| Title | Human Rhinovirus Presenting 4E10 Epitope of HIV-1 MPER Elicits Neutralizing Antibodies in Human ICAM-1 Transgenic Mice. | ||
| Author | Yi, Guohua; Tu, Xiongying; Bharaj, Preeti; Guo, Hua; Zhang, Junli; Shankar, Premlata; Manjunath, N | ||
| Journal | Mol Ther | Publication Year/Month | 2015-Oct |
| PMID | 26061648 | PMCID | PMC4817917 |
| Affiliation + expend | 1.Center of Excellence for Infectious Diseases, Department of Biomedical Sciences, Paul L. Foster School of Medicine, Texas Tech University Health Sciences Center, El Paso, Texas, USA. | ||
Attempts at eliciting neutralizing antibodies against human immunodeficiency virus (HIV)-1 have generally failed.
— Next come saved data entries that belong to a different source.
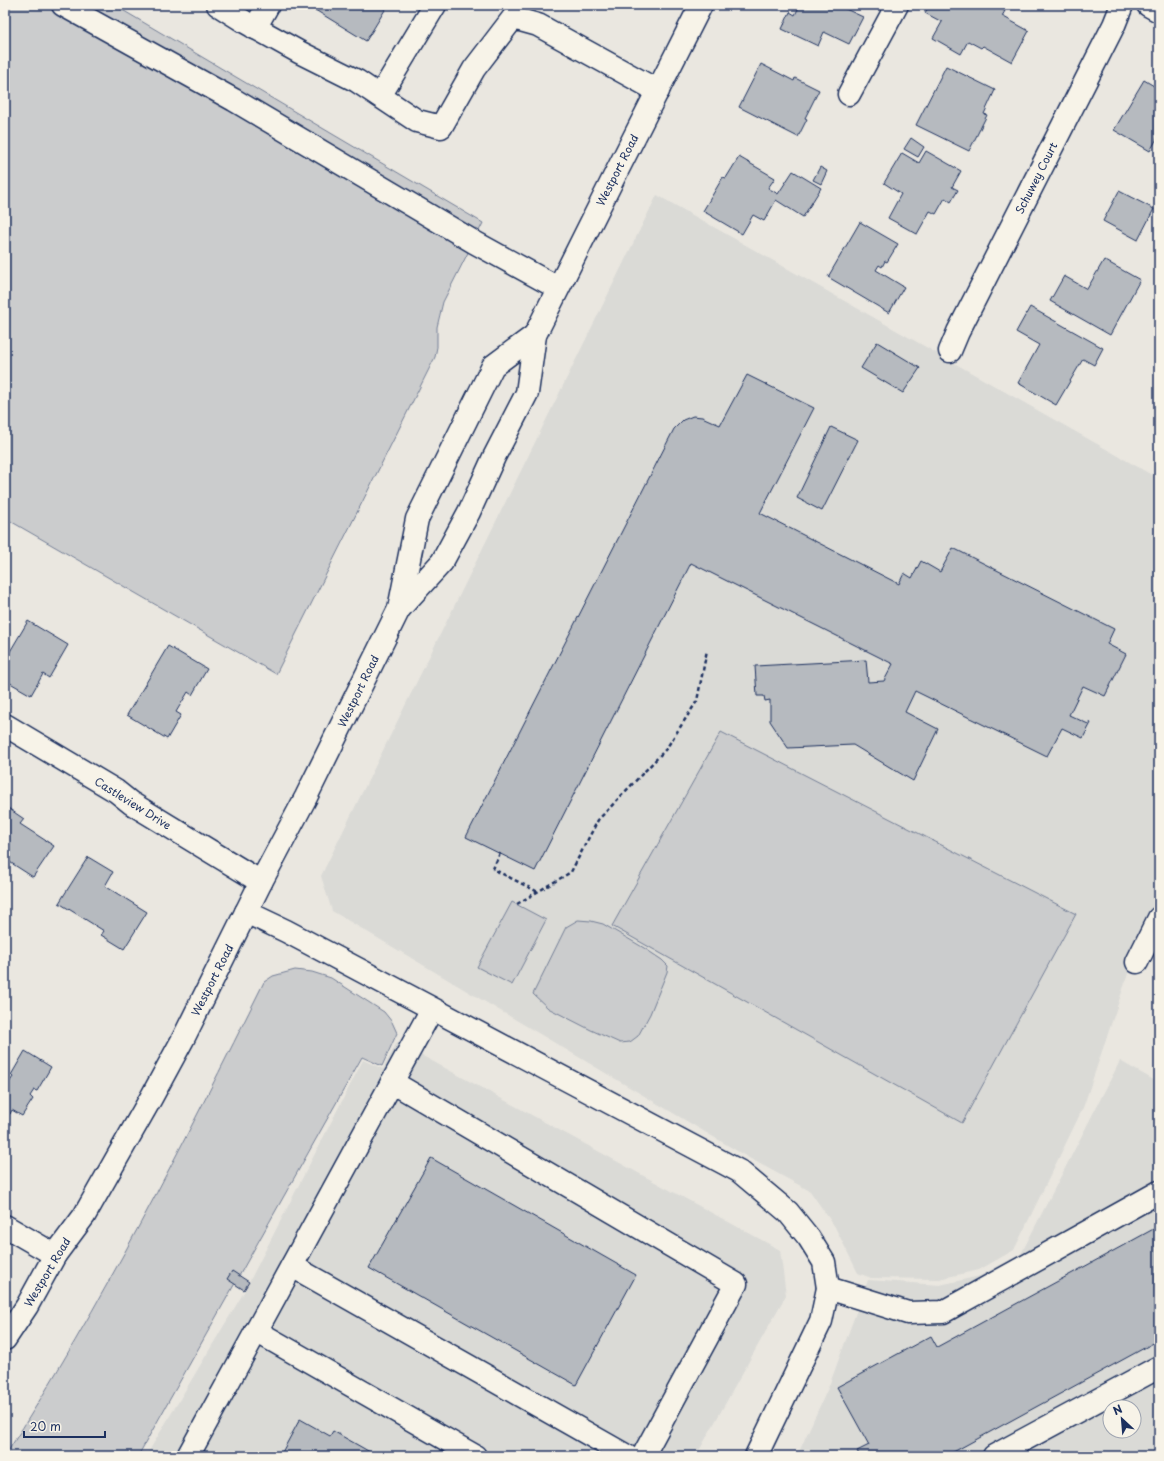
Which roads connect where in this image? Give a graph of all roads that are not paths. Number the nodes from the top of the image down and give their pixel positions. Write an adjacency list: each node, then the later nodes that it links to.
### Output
1 (63, 5): 15 (main road)
2 (218, 5): 11 (main road)
3 (268, 5): 11 (main road)
4 (435, 5): 14 (main road)
5 (701, 5): 12 (main road, Westport Road)
6 (897, 5): 13 (main road)
7 (1122, 5): 17 (main road, Schuwey Court)
8 (1148, 5): 10 (main road)
9 (517, 11): 12 (main road); 14 (main road)
10 (1159, 11)
11 (254, 28): 14 (main road)
12 (658, 91): 15 (main road, Westport Road)
13 (849, 94)
14 (380, 96)
15 (558, 288): 16 (main road, Westport Road)
16 (535, 335): 18 (main road, Westport Road); 18 (main road, Westport Road)
17 (950, 351)
18 (399, 609): 20 (main road, Westport Road)
19 (5, 725): 20 (main road, Castleview Drive)
20 (261, 882): 21 (main road, Westport Road)
21 (246, 912): 24 (main road); 28 (main road, Westport Road)
22 (1159, 918): 23 (main road)
23 (1137, 962)
24 (432, 1009): 25 (main road); 30 (main road)
25 (392, 1082): 29 (main road); 37 (main road)
26 (1159, 1192): 30 (main road)
27 (5, 1226): 28 (main road)
28 (55, 1255): 32 (main road, Westport Road)
29 (292, 1266): 31 (main road); 36 (main road)
30 (828, 1288): 38 (main road)
31 (256, 1332): 34 (main road); 35 (main road)
32 (5, 1339)
33 (1159, 1366): 39 (main road)
34 (188, 1456)
35 (476, 1456)
36 (627, 1456)
37 (643, 1456)
38 (756, 1456)
39 (994, 1456)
Computationally designed epitope-scaffold platforms allow transplantation of structural epitopes to scaffold proteins. Human rhinovirus (HRV) allows such engrafting of HIV-1 epitopes on the surface scaffold proteins. However, since HRV infects only humans and great apes, the efficacy of chimeric HRV-based live viral vaccines is difficult to assess in animal models. Here, we used human ICAM-1 transgenic (hICAM-1 Tg) mice that support productive HRV infection to assess the efficacy of chimeric HRV expressing the HIV-1 membrane proximal external region (MPER) epitope, 4E10. Intranasal immunization with chimeric HRV in transgenic mice effectively induced antibodies that recognized 4E10 peptide as well as HIV-1 Env trimer. Importantly, the immunized mouse sera were able to neutralize HIV strains including those belonging to clades B and C. Moreover, intranasal immunization could bypass pre-existing immunity to HRV. Thus, chimeric HRV appears to provide a viable vaccine vehicle for HIV-1 immunization in humans.